» Required work:
Please show every line from the entries that carries the word "EVERGREEN".

Stored items
+++
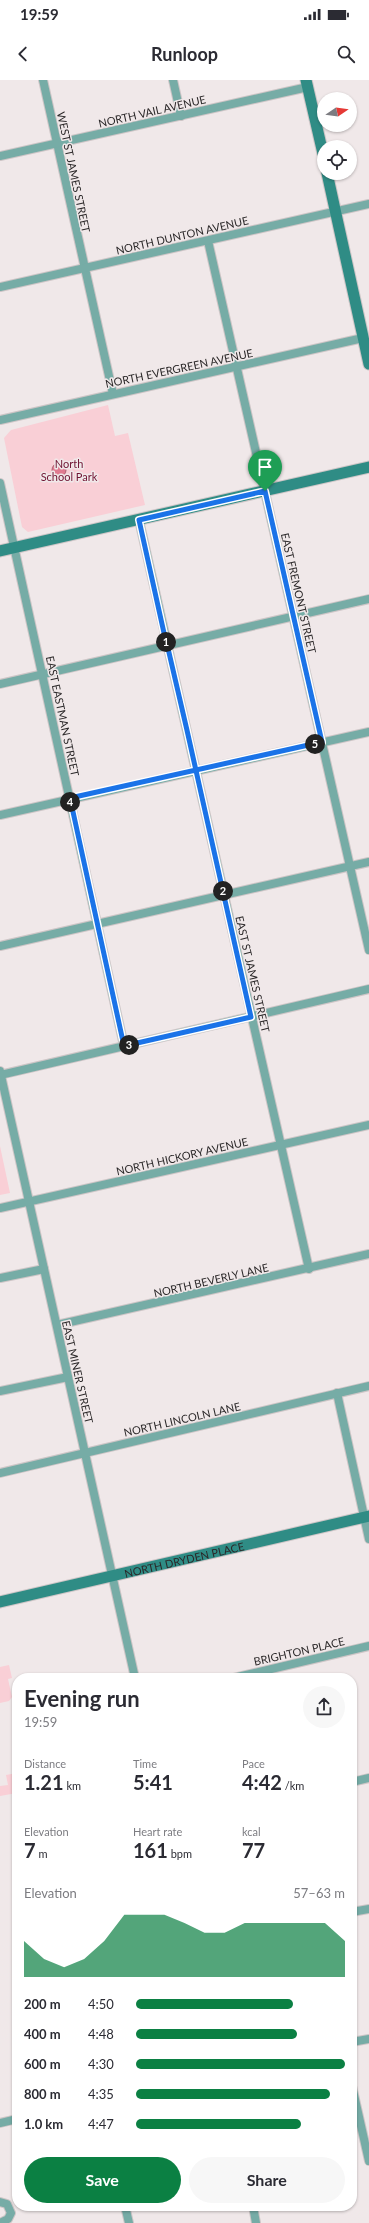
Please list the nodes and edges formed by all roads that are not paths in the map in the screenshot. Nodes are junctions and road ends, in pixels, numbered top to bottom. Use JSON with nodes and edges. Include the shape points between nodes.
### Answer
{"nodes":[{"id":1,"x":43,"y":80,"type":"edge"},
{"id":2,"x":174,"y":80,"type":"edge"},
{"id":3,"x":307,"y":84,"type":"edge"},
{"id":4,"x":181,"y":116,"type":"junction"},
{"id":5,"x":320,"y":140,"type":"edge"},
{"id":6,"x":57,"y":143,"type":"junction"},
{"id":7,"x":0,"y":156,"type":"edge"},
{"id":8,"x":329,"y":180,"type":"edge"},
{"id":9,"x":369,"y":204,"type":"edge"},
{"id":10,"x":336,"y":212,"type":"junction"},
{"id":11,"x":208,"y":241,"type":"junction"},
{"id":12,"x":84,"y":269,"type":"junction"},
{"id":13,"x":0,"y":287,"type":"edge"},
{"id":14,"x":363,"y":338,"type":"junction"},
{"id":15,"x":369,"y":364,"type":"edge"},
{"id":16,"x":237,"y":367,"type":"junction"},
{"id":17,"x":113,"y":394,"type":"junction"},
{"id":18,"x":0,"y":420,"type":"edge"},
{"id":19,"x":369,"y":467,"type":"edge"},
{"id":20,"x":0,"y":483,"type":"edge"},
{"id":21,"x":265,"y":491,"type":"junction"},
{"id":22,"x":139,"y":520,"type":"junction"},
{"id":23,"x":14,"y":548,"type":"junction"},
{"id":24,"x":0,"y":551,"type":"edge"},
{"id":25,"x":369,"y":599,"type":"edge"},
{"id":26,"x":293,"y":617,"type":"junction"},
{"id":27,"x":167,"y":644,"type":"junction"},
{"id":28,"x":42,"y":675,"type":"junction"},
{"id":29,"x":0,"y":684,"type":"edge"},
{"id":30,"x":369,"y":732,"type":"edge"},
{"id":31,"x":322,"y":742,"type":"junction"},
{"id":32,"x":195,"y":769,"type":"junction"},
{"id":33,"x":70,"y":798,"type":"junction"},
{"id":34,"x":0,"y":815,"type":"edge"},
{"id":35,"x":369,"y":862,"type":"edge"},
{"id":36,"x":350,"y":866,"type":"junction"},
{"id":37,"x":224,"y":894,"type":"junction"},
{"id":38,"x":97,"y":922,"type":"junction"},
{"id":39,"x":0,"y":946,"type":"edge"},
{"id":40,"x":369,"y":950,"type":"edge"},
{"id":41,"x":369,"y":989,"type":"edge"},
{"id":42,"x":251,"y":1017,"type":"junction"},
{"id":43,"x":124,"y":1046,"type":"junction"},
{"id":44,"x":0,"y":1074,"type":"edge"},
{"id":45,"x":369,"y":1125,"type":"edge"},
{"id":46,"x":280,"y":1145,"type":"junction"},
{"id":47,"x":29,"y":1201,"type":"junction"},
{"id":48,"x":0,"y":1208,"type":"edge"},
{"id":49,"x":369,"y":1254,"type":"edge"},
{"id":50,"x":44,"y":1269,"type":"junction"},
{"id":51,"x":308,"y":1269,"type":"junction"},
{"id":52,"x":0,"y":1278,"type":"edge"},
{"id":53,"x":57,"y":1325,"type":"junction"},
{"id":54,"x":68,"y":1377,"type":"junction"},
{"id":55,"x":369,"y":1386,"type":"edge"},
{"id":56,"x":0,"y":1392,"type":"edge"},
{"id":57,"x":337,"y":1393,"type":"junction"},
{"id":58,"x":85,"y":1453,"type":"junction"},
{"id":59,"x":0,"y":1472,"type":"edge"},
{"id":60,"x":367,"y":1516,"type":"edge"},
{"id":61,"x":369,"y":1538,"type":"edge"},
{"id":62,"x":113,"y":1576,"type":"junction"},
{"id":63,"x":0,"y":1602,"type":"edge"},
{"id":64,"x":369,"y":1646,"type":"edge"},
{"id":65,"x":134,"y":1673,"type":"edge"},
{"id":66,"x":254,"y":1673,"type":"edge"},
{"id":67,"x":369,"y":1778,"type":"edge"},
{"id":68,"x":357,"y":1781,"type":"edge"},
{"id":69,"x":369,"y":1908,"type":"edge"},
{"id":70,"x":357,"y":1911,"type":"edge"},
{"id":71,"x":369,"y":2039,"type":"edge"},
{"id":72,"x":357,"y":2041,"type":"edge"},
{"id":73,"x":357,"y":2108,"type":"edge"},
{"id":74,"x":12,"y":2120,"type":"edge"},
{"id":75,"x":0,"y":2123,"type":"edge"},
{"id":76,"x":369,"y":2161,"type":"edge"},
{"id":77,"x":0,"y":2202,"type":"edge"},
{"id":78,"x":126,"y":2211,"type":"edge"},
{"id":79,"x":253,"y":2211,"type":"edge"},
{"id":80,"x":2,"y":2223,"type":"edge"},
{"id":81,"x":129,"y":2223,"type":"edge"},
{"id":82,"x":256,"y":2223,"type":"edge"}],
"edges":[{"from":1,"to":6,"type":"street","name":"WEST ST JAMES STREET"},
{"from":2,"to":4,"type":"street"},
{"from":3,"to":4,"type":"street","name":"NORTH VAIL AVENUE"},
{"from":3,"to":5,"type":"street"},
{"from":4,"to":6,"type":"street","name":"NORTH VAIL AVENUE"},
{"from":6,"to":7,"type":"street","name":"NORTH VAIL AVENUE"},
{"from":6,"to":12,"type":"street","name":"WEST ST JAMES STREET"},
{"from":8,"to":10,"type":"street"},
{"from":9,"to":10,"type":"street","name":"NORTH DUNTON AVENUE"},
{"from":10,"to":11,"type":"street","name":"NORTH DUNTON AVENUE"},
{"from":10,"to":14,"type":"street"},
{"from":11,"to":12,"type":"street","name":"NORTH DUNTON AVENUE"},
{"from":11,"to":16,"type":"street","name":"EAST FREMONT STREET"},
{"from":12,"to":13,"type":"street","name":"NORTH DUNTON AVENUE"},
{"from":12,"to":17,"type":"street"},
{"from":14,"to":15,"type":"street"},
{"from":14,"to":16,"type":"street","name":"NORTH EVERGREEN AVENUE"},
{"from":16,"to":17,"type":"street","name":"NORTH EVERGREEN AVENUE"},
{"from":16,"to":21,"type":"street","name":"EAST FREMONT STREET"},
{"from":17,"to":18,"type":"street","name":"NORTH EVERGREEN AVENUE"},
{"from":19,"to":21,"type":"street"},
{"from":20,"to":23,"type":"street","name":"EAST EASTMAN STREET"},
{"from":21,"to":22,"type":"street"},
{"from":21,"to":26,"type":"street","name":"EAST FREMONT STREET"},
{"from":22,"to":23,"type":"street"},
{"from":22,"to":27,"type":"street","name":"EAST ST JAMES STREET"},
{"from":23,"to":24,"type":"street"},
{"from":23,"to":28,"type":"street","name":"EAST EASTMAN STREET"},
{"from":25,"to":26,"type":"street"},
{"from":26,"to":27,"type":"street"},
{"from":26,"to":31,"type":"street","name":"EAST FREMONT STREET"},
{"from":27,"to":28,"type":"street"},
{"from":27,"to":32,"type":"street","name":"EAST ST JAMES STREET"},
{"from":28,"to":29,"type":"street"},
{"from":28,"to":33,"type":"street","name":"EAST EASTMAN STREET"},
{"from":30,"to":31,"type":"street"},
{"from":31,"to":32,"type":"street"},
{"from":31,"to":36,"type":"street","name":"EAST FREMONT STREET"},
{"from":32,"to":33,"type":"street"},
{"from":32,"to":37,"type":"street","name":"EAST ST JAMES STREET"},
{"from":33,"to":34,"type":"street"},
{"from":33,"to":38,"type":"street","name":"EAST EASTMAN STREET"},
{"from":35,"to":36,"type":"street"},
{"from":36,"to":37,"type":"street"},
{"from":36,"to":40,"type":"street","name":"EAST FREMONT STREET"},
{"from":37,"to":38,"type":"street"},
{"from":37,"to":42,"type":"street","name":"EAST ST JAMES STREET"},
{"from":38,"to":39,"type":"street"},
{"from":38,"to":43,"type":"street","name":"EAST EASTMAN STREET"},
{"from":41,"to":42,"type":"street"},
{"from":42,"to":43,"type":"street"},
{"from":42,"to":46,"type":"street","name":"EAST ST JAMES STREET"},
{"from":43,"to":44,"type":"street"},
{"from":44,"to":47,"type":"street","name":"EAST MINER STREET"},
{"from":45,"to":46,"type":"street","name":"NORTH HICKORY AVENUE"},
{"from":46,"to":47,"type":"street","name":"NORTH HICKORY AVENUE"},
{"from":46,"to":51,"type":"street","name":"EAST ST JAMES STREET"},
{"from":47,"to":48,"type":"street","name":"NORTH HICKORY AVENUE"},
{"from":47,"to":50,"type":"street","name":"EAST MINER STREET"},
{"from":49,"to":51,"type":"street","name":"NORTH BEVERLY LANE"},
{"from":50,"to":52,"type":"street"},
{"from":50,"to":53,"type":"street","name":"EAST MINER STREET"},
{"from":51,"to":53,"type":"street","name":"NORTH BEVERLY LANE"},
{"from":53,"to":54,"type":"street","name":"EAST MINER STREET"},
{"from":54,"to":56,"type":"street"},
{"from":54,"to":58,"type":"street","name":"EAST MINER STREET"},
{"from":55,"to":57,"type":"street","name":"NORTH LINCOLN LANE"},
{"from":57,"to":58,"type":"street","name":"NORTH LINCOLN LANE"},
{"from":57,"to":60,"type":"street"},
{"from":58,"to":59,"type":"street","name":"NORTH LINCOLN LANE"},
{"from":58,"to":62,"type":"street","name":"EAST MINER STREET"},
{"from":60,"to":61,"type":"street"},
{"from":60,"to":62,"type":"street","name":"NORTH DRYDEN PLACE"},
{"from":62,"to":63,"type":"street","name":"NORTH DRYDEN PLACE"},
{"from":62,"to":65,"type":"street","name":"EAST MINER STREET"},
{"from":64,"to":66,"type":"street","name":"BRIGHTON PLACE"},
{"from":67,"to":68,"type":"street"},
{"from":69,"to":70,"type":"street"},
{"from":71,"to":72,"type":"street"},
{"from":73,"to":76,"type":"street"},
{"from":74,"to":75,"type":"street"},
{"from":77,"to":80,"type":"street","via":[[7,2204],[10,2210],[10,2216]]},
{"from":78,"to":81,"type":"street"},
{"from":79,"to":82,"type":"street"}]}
+++
» Written answer:
{"from":14,"to":16,"type":"street","name":"NORTH EVERGREEN AVENUE"},
{"from":16,"to":17,"type":"street","name":"NORTH EVERGREEN AVENUE"},
{"from":17,"to":18,"type":"street","name":"NORTH EVERGREEN AVENUE"},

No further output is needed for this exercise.